What stands in the way of food security? These tenets might sound familiar to health care purchasers, Access, Affordability, and Equity.
- Access: Many workers with lower incomes live in food deserts – census tracts where at least 500 people, or 33% of the population, live more than a half-mile from the nearest supermarket, supercenter, or large grocery store in an urban area, or more than 10 miles from a grocery store in a rural area. With limited access to transportation, it is difficult for families with low incomes in food deserts to make the regular trips necessary to buy healthy food.

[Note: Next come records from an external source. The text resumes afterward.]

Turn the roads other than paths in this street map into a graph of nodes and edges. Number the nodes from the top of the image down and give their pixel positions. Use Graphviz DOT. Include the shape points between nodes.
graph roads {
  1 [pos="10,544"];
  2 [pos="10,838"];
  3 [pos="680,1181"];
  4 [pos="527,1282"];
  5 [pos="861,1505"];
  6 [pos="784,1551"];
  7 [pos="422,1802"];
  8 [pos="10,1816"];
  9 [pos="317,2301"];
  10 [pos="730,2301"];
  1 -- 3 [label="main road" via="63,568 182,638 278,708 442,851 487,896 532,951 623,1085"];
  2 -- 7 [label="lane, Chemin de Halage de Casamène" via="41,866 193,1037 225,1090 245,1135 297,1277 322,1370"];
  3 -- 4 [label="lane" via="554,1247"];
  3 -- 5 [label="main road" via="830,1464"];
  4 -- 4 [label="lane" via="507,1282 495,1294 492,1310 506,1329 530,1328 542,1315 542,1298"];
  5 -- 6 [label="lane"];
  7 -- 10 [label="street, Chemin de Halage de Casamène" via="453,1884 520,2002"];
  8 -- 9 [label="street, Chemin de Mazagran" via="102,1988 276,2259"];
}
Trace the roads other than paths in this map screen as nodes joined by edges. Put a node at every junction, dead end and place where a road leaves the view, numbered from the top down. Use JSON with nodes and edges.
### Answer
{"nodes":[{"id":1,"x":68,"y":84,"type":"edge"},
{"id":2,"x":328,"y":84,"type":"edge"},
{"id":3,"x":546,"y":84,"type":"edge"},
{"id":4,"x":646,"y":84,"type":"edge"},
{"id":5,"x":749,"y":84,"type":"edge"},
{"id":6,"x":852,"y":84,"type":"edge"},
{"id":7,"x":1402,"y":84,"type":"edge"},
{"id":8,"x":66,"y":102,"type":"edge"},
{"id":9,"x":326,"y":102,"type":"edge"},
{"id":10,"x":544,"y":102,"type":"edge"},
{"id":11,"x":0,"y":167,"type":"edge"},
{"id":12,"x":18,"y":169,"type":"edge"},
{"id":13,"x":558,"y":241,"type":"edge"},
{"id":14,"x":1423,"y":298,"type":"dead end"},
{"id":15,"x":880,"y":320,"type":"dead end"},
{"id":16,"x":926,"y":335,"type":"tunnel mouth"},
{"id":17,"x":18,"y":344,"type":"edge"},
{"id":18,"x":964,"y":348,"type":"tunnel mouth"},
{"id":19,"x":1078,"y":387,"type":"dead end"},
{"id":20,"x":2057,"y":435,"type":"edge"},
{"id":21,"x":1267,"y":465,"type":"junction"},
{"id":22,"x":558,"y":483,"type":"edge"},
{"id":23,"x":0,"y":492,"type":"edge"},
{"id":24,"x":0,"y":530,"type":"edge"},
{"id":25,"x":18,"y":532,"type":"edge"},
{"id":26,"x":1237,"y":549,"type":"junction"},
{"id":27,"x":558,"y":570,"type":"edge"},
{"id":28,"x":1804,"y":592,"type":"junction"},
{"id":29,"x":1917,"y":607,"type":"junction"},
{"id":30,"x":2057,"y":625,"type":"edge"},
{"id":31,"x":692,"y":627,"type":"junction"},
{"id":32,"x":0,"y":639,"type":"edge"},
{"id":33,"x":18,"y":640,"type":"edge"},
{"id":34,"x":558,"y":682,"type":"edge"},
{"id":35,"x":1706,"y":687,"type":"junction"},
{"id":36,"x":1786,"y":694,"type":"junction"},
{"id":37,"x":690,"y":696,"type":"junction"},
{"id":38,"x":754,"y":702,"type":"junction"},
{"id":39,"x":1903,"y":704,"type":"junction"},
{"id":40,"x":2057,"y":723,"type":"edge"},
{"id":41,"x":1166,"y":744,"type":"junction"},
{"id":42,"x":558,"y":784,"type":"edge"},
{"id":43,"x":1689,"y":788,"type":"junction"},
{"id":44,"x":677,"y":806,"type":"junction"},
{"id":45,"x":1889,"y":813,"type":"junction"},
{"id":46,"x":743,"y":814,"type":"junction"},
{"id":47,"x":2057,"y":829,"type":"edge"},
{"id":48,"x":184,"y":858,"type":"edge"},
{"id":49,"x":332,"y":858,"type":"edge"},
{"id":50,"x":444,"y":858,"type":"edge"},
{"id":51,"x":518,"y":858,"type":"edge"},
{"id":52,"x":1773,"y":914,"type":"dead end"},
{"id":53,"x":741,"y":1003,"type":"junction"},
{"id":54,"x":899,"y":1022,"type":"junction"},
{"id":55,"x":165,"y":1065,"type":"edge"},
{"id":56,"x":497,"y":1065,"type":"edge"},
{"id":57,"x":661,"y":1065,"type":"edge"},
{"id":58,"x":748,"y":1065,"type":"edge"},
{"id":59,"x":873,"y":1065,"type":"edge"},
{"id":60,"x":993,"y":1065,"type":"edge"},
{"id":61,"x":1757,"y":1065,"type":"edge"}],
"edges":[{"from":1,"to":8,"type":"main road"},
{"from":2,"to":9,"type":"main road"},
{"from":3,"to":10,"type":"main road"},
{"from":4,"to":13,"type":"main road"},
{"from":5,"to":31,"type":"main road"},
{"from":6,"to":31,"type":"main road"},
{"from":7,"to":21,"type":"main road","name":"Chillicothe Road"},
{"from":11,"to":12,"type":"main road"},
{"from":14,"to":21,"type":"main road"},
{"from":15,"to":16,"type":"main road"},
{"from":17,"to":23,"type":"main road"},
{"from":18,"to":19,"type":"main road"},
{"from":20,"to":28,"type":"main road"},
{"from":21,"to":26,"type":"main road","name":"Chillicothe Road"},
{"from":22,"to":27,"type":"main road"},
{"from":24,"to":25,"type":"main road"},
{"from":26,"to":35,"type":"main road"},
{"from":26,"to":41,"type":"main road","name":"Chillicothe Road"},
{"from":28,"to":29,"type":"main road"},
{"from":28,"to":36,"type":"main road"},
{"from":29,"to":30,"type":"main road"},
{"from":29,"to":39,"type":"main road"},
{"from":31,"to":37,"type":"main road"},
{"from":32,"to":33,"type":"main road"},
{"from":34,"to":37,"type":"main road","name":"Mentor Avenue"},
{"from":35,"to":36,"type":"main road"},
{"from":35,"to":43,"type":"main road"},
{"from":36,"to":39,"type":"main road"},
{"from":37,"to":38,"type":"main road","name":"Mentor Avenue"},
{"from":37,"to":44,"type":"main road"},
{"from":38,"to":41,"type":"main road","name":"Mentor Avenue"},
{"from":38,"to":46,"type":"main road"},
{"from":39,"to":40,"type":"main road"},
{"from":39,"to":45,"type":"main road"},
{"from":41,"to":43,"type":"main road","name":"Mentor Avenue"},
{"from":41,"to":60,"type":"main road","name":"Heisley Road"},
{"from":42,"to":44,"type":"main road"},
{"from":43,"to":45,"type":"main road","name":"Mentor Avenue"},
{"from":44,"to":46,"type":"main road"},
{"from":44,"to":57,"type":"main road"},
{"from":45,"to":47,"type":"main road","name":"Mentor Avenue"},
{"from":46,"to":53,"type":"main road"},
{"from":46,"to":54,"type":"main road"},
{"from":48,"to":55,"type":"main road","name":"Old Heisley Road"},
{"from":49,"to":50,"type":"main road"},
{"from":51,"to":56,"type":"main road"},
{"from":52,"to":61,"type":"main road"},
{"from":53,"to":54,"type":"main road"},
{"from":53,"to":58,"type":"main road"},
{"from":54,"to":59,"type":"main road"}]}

- Affordability: While evidence shows that federal food programs such as SNAP and WIC spur the economy and can make food more affordable, they have been historically criticized, questioned, and underfunded. Consequently, they alone are not enough to cover food costs, especially with record-high inflation driving up costs in every sector. In fiscal years 2019 and 2020 SNAP averaged less than $1.40 per person, per meal. SNAP benefits are also fixed across the United States, despite great variation regionally in food cost. As a result, even with a benefits amount update in 2021, the maximum benefit still fell short of the cost of meals in 21% of U.S. counties.
- Equity: Race and ethnicity play a major part in the likelihood of a household experiencing food insecurity. In 2020, 21.7 percent of Black households experienced food insecurity, as did 17.2 percent of Hispanic households, compared with 7.1 percent of White households. These disparities are not random or coincidental; deep structural inequities—such as wage and wealth gaps, elevated poverty rates, biased hiring practices, redlining, education access, and disparate and racialized access to food—have created this reality.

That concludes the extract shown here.